→ **Description of the task**: Would you write out the entries below, every one of them, exactly?

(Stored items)
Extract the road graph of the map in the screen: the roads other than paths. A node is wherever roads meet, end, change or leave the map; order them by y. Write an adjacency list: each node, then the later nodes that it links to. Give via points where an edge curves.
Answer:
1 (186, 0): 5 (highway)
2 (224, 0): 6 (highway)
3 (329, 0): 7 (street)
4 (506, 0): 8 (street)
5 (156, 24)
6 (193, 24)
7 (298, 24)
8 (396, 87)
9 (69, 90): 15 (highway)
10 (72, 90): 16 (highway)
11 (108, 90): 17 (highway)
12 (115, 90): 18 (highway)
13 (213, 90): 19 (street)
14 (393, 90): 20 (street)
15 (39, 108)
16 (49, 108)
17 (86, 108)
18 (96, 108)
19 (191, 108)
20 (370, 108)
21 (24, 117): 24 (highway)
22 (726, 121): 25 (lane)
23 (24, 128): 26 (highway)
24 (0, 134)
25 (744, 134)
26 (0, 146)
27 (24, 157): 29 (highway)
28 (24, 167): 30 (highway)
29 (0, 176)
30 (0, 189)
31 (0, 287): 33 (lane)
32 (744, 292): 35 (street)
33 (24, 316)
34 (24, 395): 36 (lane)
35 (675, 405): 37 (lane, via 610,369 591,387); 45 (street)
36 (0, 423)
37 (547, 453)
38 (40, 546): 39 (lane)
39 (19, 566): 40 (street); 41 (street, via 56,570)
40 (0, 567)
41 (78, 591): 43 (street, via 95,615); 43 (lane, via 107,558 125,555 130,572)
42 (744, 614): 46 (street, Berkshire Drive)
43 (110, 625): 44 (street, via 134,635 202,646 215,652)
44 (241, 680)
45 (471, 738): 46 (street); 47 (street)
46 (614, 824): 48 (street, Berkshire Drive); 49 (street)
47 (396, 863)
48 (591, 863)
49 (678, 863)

→ **Task result**:
Extract the road graph of the map in the screen: the roads other than paths. A node is wherever roads meet, end, change or leave the map; order them by y. Write an adjacency list: each node, then the later nodes that it links to. Give via points where an edge curves.
Answer:
1 (186, 0): 5 (highway)
2 (224, 0): 6 (highway)
3 (329, 0): 7 (street)
4 (506, 0): 8 (street)
5 (156, 24)
6 (193, 24)
7 (298, 24)
8 (396, 87)
9 (69, 90): 15 (highway)
10 (72, 90): 16 (highway)
11 (108, 90): 17 (highway)
12 (115, 90): 18 (highway)
13 (213, 90): 19 (street)
14 (393, 90): 20 (street)
15 (39, 108)
16 (49, 108)
17 (86, 108)
18 (96, 108)
19 (191, 108)
20 (370, 108)
21 (24, 117): 24 (highway)
22 (726, 121): 25 (lane)
23 (24, 128): 26 (highway)
24 (0, 134)
25 (744, 134)
26 (0, 146)
27 (24, 157): 29 (highway)
28 (24, 167): 30 (highway)
29 (0, 176)
30 (0, 189)
31 (0, 287): 33 (lane)
32 (744, 292): 35 (street)
33 (24, 316)
34 (24, 395): 36 (lane)
35 (675, 405): 37 (lane, via 610,369 591,387); 45 (street)
36 (0, 423)
37 (547, 453)
38 (40, 546): 39 (lane)
39 (19, 566): 40 (street); 41 (street, via 56,570)
40 (0, 567)
41 (78, 591): 43 (street, via 95,615); 43 (lane, via 107,558 125,555 130,572)
42 (744, 614): 46 (street, Berkshire Drive)
43 (110, 625): 44 (street, via 134,635 202,646 215,652)
44 (241, 680)
45 (471, 738): 46 (street); 47 (street)
46 (614, 824): 48 (street, Berkshire Drive); 49 (street)
47 (396, 863)
48 (591, 863)
49 (678, 863)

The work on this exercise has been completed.